(Stored entries)
•••••

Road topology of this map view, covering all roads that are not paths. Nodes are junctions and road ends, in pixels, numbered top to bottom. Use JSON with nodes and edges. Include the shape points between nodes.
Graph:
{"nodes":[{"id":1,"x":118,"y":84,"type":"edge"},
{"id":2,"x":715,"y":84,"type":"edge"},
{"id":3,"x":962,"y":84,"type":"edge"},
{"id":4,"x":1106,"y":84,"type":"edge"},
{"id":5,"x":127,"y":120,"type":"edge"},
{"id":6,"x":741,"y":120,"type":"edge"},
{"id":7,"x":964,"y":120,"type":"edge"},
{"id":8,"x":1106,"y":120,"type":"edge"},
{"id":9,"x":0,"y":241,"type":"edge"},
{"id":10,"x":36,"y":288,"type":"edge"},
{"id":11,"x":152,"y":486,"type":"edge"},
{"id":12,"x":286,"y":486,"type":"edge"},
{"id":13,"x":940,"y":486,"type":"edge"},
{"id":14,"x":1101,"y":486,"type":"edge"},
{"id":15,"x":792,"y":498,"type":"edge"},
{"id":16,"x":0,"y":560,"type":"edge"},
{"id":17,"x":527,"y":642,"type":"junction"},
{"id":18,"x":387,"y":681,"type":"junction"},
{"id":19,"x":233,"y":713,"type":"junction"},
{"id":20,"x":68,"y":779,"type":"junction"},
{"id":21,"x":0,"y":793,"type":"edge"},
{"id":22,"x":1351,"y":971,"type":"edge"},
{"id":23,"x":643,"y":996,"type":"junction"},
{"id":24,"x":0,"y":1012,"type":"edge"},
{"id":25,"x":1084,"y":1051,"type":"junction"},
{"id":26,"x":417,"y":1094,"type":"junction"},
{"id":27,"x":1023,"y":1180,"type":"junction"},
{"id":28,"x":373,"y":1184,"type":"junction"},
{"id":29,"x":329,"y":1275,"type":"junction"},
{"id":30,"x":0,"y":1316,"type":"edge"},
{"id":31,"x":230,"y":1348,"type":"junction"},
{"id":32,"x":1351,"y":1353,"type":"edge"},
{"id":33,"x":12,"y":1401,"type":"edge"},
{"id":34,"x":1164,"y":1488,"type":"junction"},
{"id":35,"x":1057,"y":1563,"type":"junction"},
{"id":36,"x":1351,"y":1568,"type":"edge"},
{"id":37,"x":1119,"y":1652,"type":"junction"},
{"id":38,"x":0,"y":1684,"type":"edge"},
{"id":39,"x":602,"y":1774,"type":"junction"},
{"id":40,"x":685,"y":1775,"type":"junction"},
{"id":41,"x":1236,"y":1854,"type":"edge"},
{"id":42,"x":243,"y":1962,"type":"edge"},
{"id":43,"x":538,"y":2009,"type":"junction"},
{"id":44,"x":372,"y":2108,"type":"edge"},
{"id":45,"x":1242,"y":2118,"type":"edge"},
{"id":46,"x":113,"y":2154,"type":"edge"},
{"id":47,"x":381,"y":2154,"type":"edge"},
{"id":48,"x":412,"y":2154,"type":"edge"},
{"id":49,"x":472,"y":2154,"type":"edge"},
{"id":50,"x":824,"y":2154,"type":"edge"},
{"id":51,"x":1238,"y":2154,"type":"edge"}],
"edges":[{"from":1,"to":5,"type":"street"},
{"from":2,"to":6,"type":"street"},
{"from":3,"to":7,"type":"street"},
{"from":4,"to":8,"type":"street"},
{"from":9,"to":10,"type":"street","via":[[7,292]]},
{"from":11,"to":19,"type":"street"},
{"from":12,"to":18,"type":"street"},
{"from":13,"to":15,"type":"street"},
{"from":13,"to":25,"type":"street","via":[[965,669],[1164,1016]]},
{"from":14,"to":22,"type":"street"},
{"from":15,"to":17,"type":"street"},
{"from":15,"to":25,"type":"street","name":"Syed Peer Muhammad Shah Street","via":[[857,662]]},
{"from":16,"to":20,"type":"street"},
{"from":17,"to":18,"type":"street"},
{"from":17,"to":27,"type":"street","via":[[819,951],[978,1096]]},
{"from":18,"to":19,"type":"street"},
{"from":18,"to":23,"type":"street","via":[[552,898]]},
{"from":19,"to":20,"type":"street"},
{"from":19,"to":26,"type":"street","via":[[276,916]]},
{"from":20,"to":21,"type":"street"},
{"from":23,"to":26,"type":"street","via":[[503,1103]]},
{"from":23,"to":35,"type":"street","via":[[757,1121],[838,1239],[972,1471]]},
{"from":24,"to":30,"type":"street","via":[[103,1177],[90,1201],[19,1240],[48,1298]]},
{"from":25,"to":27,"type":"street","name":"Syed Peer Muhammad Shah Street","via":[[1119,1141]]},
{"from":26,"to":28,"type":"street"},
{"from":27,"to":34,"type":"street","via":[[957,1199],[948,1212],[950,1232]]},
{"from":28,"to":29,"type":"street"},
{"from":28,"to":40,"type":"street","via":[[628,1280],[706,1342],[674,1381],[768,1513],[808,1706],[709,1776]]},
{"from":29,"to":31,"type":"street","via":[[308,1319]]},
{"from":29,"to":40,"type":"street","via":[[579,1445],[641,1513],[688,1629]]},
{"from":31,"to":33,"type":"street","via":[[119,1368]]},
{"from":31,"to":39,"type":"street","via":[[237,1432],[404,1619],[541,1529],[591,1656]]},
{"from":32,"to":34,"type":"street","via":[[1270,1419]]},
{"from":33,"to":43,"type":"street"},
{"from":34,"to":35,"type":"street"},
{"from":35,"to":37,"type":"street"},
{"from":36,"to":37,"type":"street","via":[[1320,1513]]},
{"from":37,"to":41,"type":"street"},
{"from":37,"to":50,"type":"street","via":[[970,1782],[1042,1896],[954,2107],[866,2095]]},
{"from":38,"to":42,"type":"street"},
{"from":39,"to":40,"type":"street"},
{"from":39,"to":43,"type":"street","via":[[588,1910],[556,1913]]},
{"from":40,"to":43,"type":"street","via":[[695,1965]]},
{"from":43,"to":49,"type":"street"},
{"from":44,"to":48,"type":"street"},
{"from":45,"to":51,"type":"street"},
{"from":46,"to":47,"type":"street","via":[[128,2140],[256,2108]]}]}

•••••

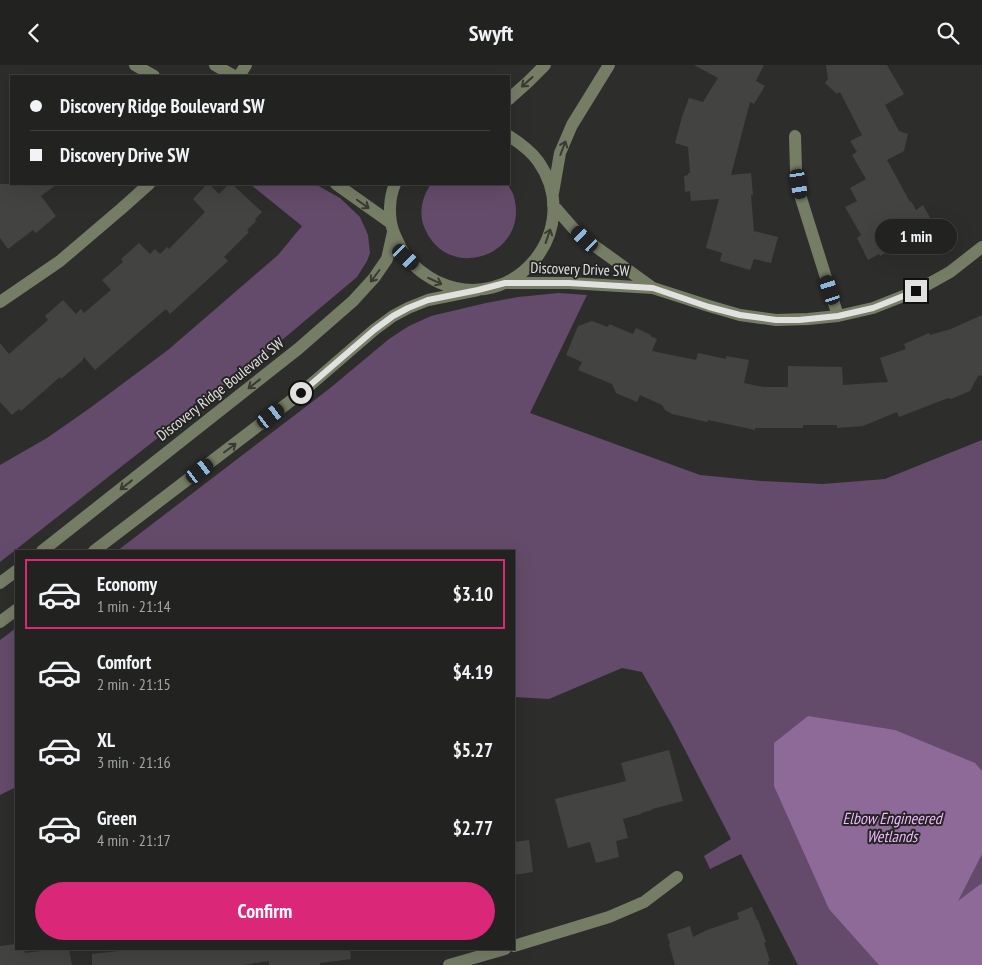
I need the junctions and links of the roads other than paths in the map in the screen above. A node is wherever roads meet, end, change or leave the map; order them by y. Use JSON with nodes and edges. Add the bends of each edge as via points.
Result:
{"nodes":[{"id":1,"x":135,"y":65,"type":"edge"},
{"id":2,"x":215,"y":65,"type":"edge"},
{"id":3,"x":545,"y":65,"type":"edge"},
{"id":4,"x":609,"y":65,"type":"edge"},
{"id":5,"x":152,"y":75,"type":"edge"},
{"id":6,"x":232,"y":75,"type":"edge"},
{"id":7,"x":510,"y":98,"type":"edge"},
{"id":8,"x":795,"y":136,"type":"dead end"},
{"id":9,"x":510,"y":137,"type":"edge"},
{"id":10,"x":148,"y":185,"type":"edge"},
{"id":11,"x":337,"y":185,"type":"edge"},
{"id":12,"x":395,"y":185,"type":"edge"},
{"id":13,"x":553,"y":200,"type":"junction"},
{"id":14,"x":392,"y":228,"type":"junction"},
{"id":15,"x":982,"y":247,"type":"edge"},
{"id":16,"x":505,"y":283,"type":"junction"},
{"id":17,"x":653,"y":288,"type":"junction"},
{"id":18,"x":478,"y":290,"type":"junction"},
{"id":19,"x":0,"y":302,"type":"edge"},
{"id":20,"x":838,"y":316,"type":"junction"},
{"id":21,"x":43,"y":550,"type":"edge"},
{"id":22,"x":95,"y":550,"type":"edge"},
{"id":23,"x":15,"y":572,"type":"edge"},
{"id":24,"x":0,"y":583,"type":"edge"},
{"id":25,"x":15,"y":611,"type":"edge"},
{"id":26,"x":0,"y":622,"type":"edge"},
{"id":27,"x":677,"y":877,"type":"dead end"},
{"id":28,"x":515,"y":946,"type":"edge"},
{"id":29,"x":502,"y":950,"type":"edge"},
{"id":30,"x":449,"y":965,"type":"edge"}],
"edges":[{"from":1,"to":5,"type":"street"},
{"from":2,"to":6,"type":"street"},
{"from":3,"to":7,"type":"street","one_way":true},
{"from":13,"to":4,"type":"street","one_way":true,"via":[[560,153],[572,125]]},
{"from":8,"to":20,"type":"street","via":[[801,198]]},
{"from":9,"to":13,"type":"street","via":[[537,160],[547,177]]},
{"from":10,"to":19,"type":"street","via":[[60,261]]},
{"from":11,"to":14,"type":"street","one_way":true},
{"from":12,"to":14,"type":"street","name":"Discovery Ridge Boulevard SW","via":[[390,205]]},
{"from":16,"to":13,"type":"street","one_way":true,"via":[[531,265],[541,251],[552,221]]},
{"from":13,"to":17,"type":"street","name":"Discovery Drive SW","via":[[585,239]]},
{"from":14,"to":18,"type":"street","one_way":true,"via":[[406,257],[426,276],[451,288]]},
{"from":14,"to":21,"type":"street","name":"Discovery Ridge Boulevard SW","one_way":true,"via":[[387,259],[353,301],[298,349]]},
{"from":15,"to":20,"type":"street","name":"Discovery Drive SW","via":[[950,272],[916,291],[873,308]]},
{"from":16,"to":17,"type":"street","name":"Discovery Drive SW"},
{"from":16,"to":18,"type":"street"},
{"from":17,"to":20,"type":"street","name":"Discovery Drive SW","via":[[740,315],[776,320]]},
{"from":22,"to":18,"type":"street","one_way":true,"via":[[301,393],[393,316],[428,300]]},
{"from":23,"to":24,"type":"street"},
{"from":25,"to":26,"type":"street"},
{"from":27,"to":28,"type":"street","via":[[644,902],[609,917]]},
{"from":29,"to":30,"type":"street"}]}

•••••

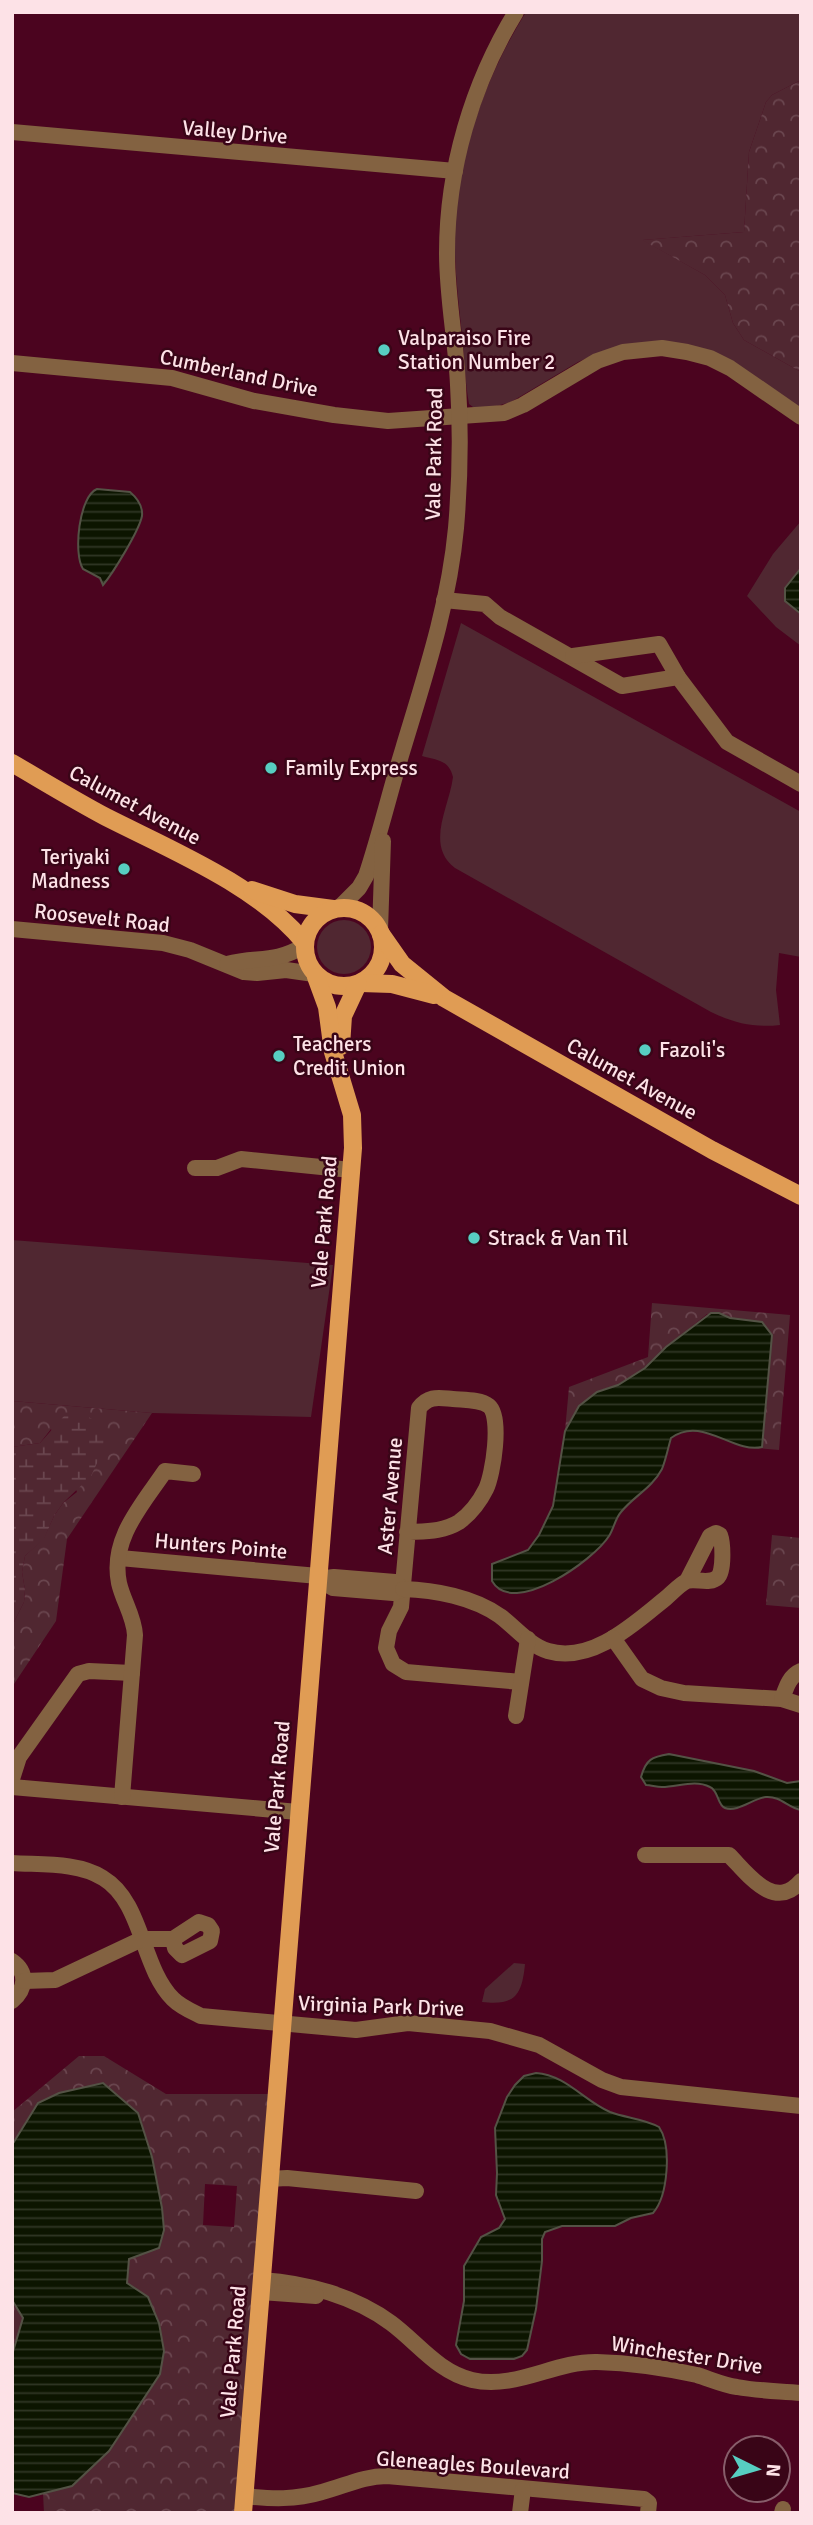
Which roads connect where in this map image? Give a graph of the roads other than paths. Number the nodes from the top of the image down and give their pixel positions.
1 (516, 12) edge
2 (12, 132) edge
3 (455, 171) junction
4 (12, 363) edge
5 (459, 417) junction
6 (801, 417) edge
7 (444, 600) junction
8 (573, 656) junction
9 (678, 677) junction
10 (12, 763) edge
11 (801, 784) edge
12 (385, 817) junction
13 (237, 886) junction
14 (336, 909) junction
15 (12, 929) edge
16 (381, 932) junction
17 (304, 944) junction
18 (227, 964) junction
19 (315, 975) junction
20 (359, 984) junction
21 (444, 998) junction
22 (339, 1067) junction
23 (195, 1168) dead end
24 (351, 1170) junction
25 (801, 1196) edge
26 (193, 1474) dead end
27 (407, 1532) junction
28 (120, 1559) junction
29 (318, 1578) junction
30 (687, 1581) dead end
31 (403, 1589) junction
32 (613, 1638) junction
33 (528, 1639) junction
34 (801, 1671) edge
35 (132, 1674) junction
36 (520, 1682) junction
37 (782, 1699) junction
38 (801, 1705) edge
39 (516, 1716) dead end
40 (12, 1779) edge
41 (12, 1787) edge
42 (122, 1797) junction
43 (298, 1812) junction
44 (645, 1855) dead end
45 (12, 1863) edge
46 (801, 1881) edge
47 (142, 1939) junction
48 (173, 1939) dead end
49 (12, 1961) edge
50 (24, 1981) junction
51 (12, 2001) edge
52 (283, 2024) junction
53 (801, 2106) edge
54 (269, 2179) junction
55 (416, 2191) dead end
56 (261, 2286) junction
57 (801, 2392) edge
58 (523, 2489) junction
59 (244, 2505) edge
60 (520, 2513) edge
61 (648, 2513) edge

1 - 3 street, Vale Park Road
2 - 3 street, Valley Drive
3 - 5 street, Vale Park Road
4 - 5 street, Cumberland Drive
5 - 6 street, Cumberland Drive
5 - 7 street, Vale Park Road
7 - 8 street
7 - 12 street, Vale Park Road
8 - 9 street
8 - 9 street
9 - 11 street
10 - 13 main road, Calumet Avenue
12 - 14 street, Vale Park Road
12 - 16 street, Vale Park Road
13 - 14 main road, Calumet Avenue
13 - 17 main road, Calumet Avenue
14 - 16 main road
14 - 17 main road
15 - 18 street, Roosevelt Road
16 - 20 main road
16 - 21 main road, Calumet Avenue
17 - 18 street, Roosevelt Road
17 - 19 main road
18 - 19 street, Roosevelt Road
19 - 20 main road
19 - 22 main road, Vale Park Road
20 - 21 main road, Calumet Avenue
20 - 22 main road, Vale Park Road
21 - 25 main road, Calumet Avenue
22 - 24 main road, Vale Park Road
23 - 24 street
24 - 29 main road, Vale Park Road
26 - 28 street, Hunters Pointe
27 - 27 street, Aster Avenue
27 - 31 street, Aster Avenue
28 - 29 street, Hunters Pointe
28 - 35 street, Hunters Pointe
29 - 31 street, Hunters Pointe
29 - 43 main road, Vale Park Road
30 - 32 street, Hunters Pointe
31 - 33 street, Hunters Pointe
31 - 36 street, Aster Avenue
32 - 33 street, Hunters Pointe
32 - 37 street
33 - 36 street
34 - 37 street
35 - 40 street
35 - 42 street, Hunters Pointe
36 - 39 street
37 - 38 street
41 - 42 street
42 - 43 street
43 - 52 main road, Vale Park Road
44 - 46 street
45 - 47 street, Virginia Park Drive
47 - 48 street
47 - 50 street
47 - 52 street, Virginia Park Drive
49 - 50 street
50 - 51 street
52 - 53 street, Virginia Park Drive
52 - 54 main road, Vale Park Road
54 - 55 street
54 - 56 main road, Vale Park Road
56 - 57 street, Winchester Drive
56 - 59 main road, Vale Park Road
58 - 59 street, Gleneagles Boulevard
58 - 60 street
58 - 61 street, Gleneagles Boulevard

•••••

Your answer should be a number only: the count of lines above in which the string "Shah" appears.

Response to this exercise: 2